Molto interessanti sono i gioielli che contengono pietre preziose, o anche solo le pietre preziose, come ad esempio i diamanti. Infatti, la variabilità del mercato dell’oro è molto più ampia di quella del diamante. Entrambi i materiali sono soggetti ad una quotazione che vale per tutti i paesi del mondo. L’oro si basa sulle quotazioni del fixing di Londra, stabilita due volte al giorno. I diamanti sono invece valutati sulla base del listino Internazionale della Borsa del Diamante chiamato Rapaport. Per le altre pietre, le cosiddette “colorate”, non è invece disponibile una base di valutazione univoca.

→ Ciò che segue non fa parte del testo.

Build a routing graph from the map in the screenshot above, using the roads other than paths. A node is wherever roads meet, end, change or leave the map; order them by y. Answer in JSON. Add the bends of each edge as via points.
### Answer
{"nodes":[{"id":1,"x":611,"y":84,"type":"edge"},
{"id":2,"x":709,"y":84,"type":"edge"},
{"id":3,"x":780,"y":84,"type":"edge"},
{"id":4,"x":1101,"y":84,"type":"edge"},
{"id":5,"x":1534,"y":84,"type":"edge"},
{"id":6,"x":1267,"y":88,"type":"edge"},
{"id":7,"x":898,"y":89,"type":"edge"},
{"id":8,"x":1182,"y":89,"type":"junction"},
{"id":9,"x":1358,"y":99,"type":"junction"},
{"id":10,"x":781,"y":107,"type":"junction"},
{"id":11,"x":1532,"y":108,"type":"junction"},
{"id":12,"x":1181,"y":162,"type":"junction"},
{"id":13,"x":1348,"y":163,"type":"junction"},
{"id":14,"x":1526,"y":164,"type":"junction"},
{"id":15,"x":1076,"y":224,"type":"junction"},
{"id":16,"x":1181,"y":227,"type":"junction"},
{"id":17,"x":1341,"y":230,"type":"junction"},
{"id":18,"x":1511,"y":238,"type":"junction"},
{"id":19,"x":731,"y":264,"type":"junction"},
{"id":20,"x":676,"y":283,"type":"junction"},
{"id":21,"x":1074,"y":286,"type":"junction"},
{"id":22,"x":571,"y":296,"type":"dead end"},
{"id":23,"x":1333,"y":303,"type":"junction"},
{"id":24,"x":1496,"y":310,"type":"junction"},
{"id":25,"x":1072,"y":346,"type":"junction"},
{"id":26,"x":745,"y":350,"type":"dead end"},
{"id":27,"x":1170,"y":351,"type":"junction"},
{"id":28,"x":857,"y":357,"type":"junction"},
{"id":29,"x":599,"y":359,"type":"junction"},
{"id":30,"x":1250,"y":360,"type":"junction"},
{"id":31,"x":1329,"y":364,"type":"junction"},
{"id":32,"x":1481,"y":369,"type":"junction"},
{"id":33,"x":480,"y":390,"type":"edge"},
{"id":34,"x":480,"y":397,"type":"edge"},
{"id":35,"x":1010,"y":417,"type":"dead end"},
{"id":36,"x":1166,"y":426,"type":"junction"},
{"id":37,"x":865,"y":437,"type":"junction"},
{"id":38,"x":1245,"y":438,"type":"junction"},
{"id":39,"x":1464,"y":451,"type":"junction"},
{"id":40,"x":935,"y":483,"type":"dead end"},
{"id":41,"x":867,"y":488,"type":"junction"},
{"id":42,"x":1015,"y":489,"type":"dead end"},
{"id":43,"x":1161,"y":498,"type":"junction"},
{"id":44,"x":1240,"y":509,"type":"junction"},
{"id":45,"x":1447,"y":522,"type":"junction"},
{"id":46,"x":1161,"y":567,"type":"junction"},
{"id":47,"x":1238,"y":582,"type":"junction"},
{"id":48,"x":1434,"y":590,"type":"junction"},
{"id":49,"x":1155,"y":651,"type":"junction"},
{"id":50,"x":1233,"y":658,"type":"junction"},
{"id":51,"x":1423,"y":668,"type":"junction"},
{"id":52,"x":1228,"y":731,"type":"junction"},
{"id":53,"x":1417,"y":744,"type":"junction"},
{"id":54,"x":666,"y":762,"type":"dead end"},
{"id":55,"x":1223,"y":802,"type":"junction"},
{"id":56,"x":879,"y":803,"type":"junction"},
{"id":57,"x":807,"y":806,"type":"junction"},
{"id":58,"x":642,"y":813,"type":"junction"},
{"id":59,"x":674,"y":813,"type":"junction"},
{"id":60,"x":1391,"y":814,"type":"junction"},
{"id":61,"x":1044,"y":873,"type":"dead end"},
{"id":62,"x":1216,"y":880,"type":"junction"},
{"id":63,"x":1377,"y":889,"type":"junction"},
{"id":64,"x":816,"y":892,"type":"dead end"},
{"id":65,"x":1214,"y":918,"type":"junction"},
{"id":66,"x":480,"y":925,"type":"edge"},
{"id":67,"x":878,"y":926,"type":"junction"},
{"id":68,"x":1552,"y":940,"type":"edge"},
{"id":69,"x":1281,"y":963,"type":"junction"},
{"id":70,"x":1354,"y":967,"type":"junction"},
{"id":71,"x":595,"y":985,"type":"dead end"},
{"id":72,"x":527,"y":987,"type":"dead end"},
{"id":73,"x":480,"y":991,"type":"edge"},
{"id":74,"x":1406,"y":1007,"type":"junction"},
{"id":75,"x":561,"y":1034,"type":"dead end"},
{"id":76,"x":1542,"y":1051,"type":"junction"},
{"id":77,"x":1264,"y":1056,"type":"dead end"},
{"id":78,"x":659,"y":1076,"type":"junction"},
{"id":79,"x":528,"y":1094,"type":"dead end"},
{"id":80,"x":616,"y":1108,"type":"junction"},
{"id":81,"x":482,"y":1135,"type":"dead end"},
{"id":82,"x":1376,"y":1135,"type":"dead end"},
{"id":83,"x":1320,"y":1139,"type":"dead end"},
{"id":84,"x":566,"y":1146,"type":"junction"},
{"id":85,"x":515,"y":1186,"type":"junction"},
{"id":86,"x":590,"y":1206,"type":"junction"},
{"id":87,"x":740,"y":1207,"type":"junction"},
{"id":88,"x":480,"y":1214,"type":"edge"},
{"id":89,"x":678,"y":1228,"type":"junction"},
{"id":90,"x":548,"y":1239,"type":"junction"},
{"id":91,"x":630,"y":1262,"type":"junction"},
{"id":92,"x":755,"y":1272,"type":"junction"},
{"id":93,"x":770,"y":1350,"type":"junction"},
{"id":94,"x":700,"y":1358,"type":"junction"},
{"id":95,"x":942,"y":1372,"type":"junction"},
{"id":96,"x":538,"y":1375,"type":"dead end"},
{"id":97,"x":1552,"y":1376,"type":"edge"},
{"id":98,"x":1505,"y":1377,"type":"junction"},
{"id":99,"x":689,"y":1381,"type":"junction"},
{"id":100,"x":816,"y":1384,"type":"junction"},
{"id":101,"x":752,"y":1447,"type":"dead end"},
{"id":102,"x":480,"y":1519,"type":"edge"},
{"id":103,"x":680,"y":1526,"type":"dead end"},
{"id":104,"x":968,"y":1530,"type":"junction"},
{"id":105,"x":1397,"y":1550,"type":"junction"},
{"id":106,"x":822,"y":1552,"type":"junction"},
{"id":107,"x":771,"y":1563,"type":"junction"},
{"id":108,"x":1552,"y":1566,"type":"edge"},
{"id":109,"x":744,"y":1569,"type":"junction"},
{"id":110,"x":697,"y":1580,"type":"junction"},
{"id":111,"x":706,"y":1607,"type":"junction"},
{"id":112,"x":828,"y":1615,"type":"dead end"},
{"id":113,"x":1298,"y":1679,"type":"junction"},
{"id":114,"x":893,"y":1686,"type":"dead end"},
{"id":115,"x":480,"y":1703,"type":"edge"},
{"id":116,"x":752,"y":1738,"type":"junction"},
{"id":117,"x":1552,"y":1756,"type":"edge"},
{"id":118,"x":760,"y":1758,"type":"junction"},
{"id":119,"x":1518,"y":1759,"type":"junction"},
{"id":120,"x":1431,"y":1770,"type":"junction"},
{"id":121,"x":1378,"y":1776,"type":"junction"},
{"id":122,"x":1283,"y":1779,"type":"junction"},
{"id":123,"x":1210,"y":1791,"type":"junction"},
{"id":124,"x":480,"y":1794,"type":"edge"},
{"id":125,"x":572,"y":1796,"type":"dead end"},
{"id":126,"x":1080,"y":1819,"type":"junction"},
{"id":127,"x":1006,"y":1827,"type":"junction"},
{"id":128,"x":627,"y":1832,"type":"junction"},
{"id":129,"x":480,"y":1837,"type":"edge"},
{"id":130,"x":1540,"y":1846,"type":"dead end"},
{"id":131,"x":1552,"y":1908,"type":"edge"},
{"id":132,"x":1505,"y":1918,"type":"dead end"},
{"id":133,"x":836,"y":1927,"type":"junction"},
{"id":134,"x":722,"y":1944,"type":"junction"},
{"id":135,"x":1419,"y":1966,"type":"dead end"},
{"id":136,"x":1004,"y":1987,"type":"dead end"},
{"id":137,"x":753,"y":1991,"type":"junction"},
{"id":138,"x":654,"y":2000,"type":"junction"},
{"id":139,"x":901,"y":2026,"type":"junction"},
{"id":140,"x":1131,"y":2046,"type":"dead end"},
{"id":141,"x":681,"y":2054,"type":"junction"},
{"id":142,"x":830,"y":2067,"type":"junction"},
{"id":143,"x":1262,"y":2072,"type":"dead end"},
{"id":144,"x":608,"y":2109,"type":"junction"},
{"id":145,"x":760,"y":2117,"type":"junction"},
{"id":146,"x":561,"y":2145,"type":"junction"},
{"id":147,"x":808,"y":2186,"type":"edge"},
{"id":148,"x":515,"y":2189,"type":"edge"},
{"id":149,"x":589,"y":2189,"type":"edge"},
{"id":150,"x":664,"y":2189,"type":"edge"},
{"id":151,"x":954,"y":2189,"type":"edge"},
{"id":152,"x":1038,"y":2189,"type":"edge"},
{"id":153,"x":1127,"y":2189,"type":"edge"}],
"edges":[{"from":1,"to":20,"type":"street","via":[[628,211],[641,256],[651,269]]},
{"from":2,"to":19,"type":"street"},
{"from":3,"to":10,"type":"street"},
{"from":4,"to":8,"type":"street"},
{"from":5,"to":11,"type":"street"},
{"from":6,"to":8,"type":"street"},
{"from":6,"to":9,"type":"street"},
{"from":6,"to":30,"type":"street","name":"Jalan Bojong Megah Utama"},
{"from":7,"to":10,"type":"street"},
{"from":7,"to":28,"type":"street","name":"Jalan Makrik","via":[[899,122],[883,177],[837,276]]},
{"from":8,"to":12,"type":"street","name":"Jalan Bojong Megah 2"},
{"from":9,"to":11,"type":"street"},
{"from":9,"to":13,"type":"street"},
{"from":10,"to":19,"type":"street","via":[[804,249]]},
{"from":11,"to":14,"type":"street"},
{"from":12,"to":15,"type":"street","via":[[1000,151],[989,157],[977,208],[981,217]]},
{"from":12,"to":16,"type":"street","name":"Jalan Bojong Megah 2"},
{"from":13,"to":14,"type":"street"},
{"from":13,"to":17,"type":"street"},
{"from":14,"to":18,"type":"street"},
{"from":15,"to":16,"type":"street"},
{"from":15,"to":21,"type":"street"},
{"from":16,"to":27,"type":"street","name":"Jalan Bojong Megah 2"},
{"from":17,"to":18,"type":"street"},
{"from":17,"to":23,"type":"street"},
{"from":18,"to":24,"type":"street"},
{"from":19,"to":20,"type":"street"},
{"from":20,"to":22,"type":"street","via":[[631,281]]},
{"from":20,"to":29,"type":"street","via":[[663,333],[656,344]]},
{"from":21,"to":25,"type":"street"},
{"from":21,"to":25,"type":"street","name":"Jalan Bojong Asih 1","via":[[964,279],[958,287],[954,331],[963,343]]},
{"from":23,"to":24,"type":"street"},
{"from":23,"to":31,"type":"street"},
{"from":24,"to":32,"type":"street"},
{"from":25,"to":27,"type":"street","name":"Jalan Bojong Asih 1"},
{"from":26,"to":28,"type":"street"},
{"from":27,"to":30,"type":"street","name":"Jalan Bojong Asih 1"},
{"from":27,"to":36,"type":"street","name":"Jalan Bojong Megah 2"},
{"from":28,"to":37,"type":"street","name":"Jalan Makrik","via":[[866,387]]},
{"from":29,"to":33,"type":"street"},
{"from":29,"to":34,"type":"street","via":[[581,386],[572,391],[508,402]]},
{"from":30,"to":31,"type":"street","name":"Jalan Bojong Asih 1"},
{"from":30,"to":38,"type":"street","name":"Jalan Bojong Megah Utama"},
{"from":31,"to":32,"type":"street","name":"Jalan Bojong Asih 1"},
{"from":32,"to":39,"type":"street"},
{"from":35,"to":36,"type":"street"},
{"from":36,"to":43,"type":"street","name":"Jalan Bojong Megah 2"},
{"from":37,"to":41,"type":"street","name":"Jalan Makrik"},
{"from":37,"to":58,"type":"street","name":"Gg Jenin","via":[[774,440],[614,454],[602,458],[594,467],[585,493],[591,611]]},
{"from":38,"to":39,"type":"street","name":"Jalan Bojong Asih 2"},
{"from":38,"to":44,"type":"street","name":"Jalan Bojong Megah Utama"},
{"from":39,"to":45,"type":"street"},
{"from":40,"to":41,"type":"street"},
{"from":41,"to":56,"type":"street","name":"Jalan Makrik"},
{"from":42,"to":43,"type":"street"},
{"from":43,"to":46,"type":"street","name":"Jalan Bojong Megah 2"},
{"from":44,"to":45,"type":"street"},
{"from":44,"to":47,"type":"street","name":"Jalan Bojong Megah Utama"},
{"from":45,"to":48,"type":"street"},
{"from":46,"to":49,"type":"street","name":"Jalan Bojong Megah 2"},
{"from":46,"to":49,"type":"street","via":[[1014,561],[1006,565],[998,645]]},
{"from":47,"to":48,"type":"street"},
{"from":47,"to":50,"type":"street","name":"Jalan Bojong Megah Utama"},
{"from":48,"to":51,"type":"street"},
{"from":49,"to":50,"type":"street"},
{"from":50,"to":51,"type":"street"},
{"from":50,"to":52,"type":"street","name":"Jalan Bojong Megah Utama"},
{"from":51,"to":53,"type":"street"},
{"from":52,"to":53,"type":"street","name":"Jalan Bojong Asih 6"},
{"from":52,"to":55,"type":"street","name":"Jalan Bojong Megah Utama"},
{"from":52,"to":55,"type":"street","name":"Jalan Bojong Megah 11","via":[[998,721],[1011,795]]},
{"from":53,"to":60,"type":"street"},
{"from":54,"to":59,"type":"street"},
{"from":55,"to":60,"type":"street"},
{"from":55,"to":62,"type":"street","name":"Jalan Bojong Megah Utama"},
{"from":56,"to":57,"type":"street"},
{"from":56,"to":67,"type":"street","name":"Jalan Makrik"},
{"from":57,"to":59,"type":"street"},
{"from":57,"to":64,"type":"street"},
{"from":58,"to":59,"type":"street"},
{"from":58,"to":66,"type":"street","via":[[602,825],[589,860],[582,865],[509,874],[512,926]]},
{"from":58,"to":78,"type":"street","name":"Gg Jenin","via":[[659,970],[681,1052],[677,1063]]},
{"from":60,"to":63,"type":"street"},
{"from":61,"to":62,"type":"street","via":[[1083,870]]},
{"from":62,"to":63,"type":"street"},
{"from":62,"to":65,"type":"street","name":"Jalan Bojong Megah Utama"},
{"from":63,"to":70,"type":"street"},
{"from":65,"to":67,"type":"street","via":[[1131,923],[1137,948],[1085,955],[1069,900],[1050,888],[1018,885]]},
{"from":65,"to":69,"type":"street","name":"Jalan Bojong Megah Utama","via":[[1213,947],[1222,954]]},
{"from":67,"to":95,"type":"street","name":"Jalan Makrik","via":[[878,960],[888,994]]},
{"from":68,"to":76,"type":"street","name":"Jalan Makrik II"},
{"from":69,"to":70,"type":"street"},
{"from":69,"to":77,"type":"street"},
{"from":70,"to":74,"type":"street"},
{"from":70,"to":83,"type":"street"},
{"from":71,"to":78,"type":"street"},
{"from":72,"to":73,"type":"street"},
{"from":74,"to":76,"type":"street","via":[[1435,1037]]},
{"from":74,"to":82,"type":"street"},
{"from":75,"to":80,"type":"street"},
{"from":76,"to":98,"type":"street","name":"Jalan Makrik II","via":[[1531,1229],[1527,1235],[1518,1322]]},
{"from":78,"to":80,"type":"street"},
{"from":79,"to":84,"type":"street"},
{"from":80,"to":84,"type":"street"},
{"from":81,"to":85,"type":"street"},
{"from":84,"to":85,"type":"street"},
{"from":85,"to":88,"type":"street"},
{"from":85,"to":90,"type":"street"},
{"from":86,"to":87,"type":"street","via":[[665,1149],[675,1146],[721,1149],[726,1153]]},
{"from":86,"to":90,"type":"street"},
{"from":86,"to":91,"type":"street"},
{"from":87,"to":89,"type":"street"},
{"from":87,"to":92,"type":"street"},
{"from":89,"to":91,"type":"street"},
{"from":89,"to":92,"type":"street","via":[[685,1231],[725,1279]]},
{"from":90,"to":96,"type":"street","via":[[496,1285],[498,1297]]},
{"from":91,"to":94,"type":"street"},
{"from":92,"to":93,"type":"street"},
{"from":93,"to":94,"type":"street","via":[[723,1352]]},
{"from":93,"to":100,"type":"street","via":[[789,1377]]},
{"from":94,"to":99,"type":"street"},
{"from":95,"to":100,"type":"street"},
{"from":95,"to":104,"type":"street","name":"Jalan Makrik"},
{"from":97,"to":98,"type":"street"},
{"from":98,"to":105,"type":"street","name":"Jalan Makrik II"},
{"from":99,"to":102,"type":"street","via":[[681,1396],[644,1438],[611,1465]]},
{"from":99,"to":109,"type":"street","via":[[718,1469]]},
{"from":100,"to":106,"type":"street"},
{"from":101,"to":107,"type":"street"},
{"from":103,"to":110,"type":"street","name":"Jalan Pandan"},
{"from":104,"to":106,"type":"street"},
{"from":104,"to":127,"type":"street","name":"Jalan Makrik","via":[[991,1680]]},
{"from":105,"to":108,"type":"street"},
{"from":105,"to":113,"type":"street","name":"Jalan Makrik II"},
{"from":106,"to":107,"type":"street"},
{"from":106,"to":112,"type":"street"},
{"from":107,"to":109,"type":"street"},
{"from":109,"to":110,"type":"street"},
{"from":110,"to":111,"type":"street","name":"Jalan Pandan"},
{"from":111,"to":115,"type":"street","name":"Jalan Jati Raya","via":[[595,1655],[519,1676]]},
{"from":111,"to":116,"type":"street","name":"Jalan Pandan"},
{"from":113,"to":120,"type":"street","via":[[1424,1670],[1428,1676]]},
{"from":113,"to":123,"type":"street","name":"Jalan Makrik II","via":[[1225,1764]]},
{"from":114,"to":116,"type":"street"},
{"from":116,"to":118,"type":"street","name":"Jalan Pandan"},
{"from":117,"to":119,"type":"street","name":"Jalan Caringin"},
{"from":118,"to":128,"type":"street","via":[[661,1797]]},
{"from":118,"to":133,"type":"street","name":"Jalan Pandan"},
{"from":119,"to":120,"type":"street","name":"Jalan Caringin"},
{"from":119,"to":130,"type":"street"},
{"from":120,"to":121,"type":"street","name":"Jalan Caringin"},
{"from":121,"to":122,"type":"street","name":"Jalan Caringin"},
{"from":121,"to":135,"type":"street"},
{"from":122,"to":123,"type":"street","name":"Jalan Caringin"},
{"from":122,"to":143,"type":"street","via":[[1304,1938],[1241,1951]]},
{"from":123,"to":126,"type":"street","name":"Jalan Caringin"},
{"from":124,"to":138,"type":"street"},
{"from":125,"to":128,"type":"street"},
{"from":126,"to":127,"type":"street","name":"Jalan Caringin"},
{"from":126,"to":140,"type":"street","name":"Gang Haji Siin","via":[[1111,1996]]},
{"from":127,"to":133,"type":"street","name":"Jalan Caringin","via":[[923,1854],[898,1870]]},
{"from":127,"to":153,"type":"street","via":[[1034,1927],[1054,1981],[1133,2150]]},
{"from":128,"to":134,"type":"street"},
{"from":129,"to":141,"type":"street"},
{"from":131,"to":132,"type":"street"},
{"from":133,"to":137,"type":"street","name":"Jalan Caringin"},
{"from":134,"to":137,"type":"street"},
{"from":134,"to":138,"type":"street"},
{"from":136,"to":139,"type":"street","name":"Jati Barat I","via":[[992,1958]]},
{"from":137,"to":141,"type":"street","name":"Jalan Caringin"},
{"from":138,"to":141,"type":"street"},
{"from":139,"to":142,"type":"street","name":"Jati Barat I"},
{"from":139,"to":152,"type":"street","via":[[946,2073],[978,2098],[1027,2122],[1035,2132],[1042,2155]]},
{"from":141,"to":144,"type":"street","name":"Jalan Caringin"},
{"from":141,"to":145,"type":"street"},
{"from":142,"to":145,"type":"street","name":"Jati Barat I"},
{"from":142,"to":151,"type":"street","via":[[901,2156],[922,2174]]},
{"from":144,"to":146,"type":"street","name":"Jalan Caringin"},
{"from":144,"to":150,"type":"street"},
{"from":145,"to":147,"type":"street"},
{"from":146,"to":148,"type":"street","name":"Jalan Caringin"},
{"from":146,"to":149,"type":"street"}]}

Pur non essendo un investimento totalmente privo di rischi, il mercato dei diamanti è più stabile di quello dell’oro e, incidentalmente, nel periodo 2008 – 2011 ha avuto un apprezzamento assolutamente significativo, superiore al 60%, con una certa flessione più recentemente (i dati sono tratti dal Jewels Market Value Index del Monte dei Paschi di Siena).
Per i diamanti da investimento si suggerisce in genere un budget attorno ai 10.000 euro minimi, considerando un orizzonte temporale dell’investimento stesso non inferiore ai 5 anni. Un vantaggio riconosciuto di questo tipo di investimento è la facile portabilità (che non nasconde anche qualche rischio, peraltro), e la facilità con la quale possono essere rivenduti. Inoltre sono esenti da tasse riguardanti la rivalutazione del prezioso (capital gain) e da tasse di successione.

Ovviamente la valutazione dei diamanti dipende anche dal tipo di diamante, generalmente identificato con la regola delle quattro “C”: Color (cioè colore), Clarity (purezza), Cut (taglio) e Carat (caratura). Quindi, se non si è particolarmente esperti nel settore diamanti, pietre preziose e gioielli antichi, affidarsi a persone con una certa preparazione nel campo è certamente consigliabile, persone che potrebbero essere anche i responsabili di esercizi commerciali che trattano questi tipi di oggetti, in particolare se ben conosciuti.

Un altro modo per entrare in possesso di gioielli antichi è tramite le aste. Molte case d’asta, alcune volte l’anno, propongono vendite di questi preziosi. Le quotazioni sono più elevate quando le firme di questi gioielli sono famose. Tanto per citarne alcune ricordiamo Tiffany, Cartier, Buccellati, Bulgari e, piu’ recentemente, Pomellato.
Talvolta sono vendute singolarmente anche pietre preziose, per le quali è importante che laboratori di valutazione certificati e riconosciuti abbiano stilato il relativo certificato gemmologico, che garantisce l’autenticità e le caratteristiche dalle quali si può ricavare il valore effettivo.

A prescindere dal valore e dall’apprezzamento nel tempo di questo parametro, un gioiello antico per molte persone può essere o diventare una passione. Il fascino di questi splendidi oggetti frutto del lavoro di esperti orafi che hanno cesellato pezzi unici con perizia e arte è spesso già di per se molto appagante.